Problem statement: Please reproduce the entries below exactly, omitting any images they contain.

Entries supplied:
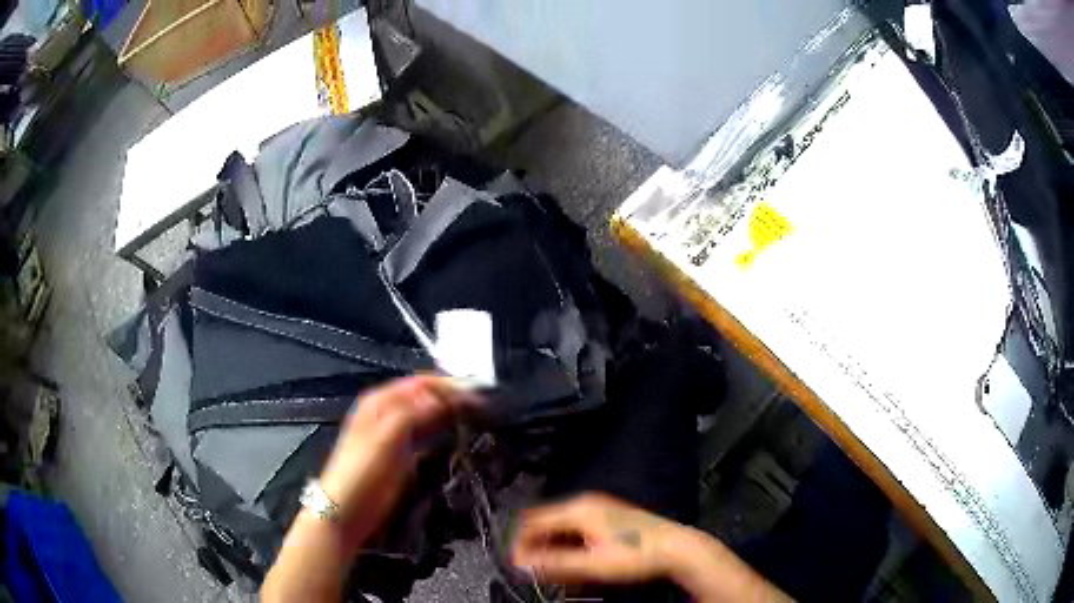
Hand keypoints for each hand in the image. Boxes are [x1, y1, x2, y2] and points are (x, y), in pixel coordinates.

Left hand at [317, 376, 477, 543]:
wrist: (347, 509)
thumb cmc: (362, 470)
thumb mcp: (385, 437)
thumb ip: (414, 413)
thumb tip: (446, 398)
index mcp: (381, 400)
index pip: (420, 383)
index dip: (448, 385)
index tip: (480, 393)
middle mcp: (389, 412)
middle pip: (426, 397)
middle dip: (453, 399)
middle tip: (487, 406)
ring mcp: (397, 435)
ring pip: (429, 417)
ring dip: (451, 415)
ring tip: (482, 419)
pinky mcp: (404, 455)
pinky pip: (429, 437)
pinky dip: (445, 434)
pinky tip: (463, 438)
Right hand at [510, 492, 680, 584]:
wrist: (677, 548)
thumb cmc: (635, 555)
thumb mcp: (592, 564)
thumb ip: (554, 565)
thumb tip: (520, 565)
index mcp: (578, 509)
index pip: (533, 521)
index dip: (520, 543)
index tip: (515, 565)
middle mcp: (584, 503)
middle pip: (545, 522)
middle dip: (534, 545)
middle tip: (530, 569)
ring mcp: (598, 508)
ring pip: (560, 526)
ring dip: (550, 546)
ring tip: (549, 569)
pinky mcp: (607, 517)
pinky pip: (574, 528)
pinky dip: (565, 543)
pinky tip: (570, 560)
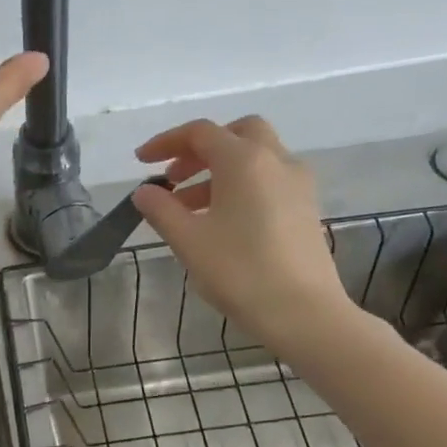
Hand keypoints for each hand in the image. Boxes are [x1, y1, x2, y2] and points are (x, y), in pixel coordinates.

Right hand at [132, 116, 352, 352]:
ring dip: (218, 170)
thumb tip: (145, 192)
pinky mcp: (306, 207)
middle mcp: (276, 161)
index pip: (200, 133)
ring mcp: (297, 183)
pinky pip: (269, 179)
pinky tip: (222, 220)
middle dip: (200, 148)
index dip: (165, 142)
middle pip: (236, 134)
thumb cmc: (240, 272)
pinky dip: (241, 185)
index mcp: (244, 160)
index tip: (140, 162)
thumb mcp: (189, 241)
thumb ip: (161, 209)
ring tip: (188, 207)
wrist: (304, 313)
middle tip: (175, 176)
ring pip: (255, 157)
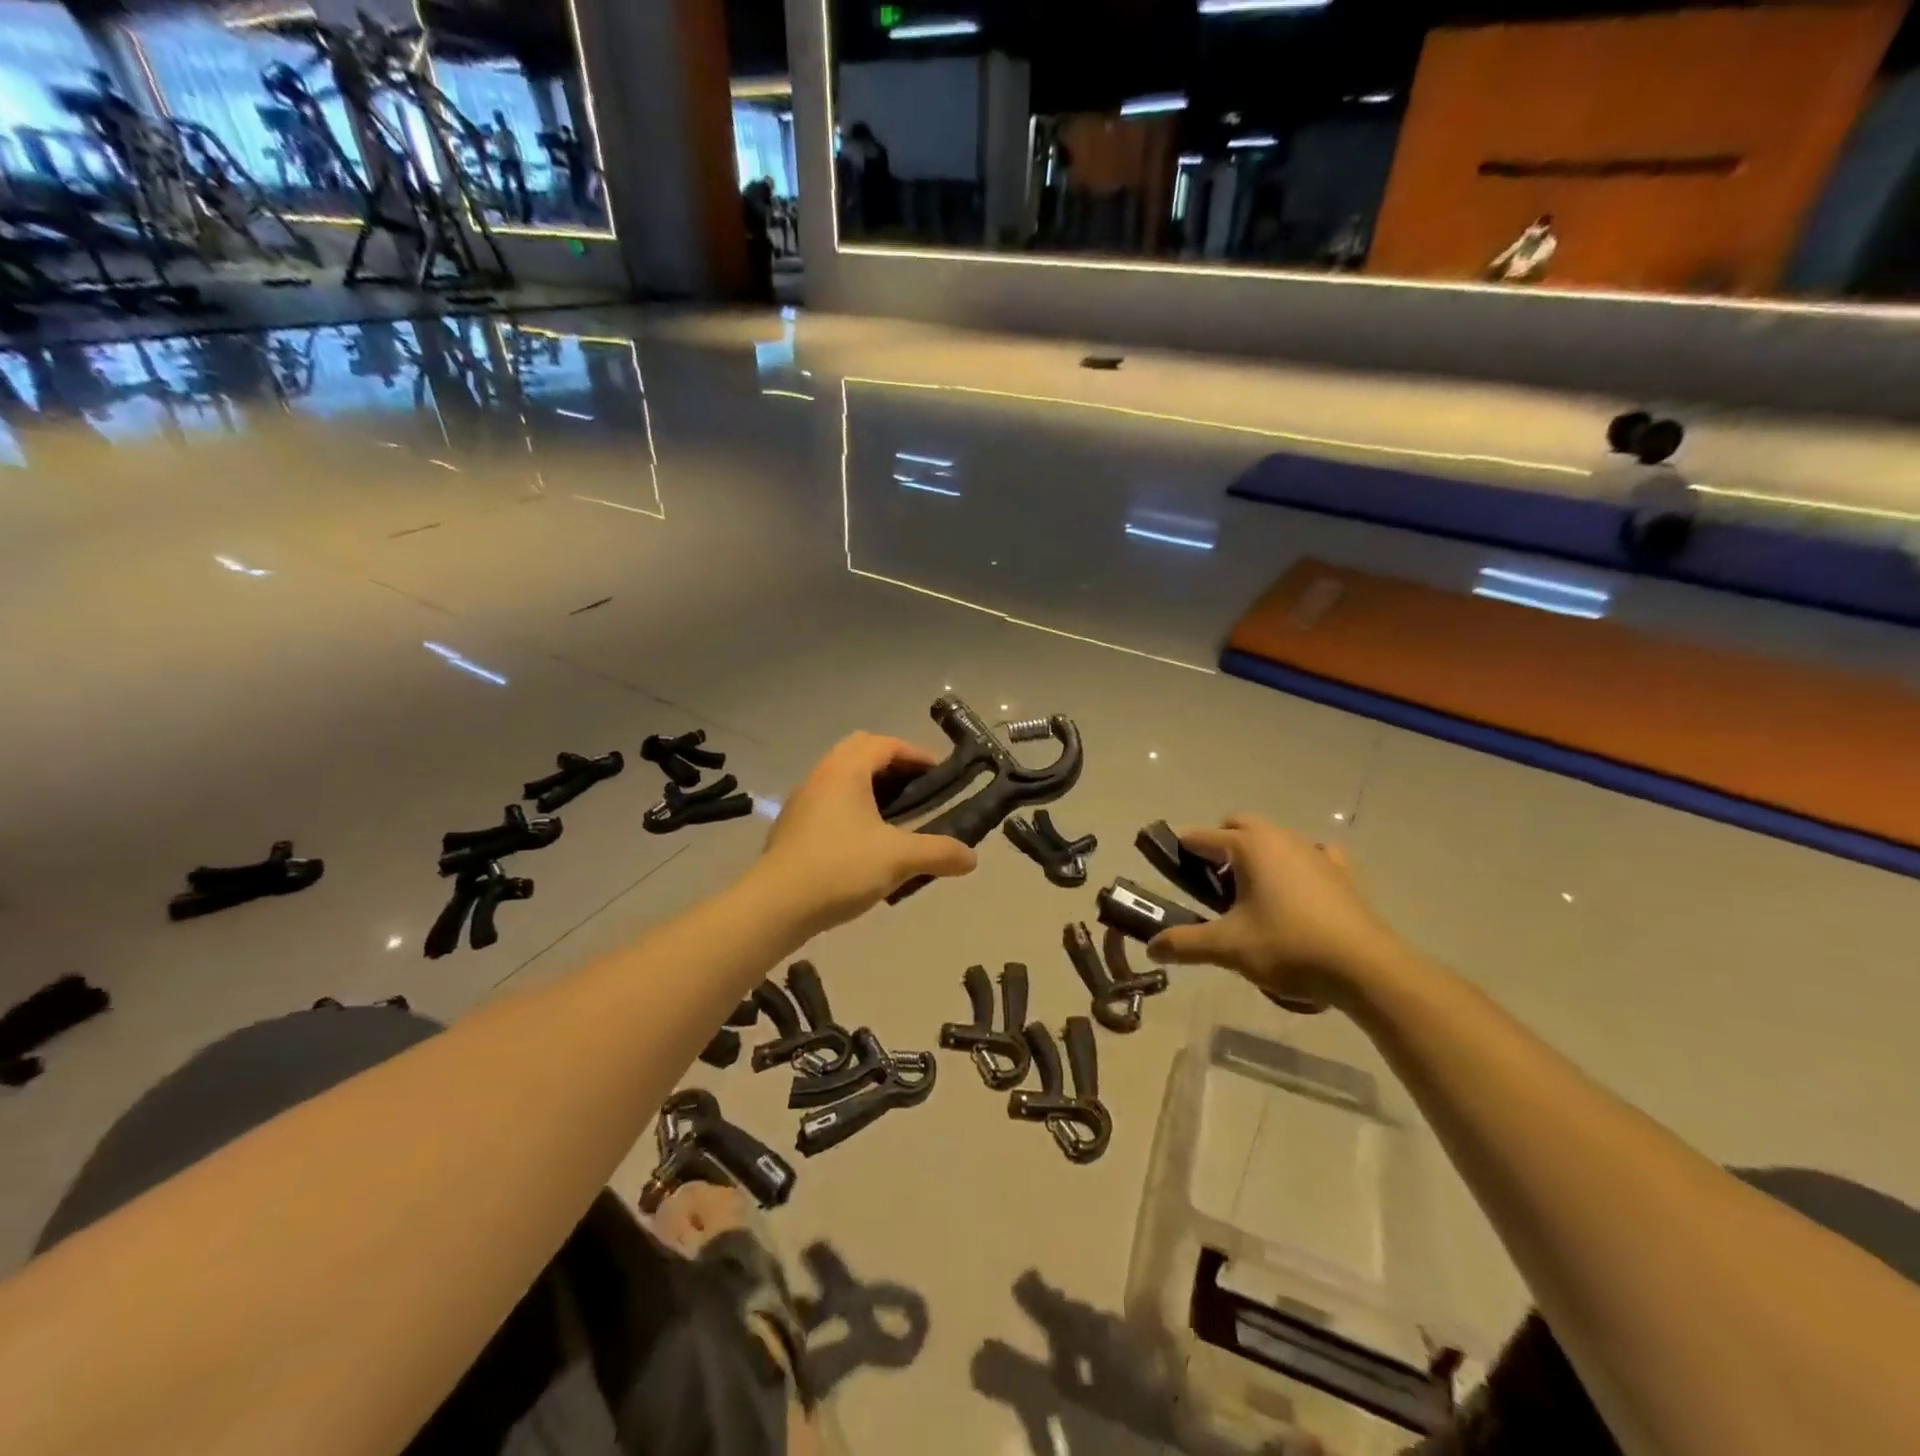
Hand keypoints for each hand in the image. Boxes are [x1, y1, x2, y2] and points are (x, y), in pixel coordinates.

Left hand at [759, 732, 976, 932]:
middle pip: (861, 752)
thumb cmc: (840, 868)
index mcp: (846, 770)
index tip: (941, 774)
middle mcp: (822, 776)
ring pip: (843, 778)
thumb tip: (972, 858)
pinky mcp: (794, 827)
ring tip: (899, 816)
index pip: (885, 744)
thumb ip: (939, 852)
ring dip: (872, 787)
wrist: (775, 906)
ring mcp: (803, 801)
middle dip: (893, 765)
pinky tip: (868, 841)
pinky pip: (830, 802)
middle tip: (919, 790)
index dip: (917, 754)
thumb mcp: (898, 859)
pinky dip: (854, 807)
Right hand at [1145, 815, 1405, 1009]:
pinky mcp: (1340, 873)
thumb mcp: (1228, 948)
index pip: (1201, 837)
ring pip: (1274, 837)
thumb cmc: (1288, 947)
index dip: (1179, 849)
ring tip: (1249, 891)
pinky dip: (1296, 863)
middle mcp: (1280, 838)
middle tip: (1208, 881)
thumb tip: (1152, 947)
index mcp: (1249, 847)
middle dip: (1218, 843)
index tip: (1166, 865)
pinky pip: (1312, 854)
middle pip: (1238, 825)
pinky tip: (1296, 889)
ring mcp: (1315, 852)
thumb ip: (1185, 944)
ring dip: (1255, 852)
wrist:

Your response:
Hand keypoints for each hand in the image. Boxes are [x1, y1, x2, y2] and points are (x, y), in pixel coordinates.

Left hand at [317, 376, 477, 543]:
wrist: (347, 509)
thumb cmc: (362, 470)
thumb mcp: (385, 437)
thumb ip: (414, 413)
thumb tip: (446, 398)
index mcp: (381, 400)
index pip: (420, 383)
index dip: (448, 385)
index tip: (480, 393)
middle mcp: (389, 412)
middle pip: (426, 397)
middle dip: (453, 399)
middle tip: (487, 406)
ring mcp: (397, 435)
ring pip: (429, 417)
ring dip: (451, 415)
ring tip: (482, 419)
pinky mcp: (404, 455)
pinky pip: (429, 437)
pinky dip: (445, 434)
pinky tip: (463, 438)
Right hand at [510, 492, 680, 584]:
wrist: (677, 548)
thumb cmc: (635, 555)
thumb mcp: (592, 564)
thumb ip: (554, 565)
thumb tip: (520, 565)
index mcp: (578, 509)
index pip: (533, 521)
index dip: (520, 543)
index tip: (515, 565)
middle mcp: (584, 503)
middle pip: (545, 522)
middle dip: (534, 545)
middle tip: (530, 569)
ring mcp: (598, 508)
ring pip: (560, 526)
ring dip: (550, 546)
ring tip: (549, 569)
pinky mcp: (607, 517)
pinky pip: (574, 528)
pinky dip: (565, 543)
pinky tip: (570, 560)
Hand keypoints for each hand in the image. Boxes are [x1, y1, x2, y2] and points are (x, y), in pixel coordinates.

Right hand at [132, 116, 352, 352]:
ring dip: (218, 170)
thumb tip: (145, 192)
pinky mcp: (306, 207)
middle mcp: (276, 161)
index pip: (200, 133)
ring mcp: (297, 183)
pinky pip: (269, 179)
pinky tip: (222, 220)
middle dip: (200, 148)
index dip: (165, 142)
middle pip: (236, 134)
thumb cmc: (240, 272)
pinky dip: (241, 185)
index mcp: (244, 160)
index tip: (140, 162)
thumb mcp: (189, 241)
thumb ip: (161, 209)
ring tip: (188, 207)
wrist: (304, 313)
middle tip: (175, 176)
ring pip: (255, 157)
Hand keypoints for each hand in the image. Boxes are [x1, y1, x2, y2] and points are (x, y), in pixel coordinates.

Left hand at [759, 732, 976, 932]:
middle pip: (861, 752)
thumb cmc: (840, 868)
index mcp: (846, 770)
index tip: (941, 774)
middle mcp: (822, 776)
ring pip: (843, 778)
thumb tip: (972, 858)
pinky mcp: (794, 827)
ring tip: (899, 816)
index pip: (885, 744)
thumb ip: (939, 852)
ring dip: (872, 787)
wrist: (775, 906)
ring mcp: (803, 801)
middle dip: (893, 765)
pinky tip: (868, 841)
pinky pip: (830, 802)
middle tip: (919, 790)
index dip: (917, 754)
thumb mcp: (898, 859)
pinky dip: (854, 807)
Right hand at [1145, 815, 1405, 1009]:
pinky mcp: (1340, 873)
thumb mcp: (1228, 948)
index pip: (1201, 837)
ring pip: (1274, 837)
thumb cmc: (1288, 947)
index dip: (1179, 849)
ring tip: (1249, 891)
pinky dip: (1296, 863)
middle mcp: (1280, 838)
middle tip: (1208, 881)
thumb tip: (1152, 947)
index mcp: (1249, 847)
middle dip: (1218, 843)
index tip: (1166, 865)
pinky pip: (1312, 854)
middle pip: (1238, 825)
pinky tip: (1296, 889)
ring mcp: (1315, 852)
thumb ip: (1185, 944)
ring dip: (1255, 852)
wrist:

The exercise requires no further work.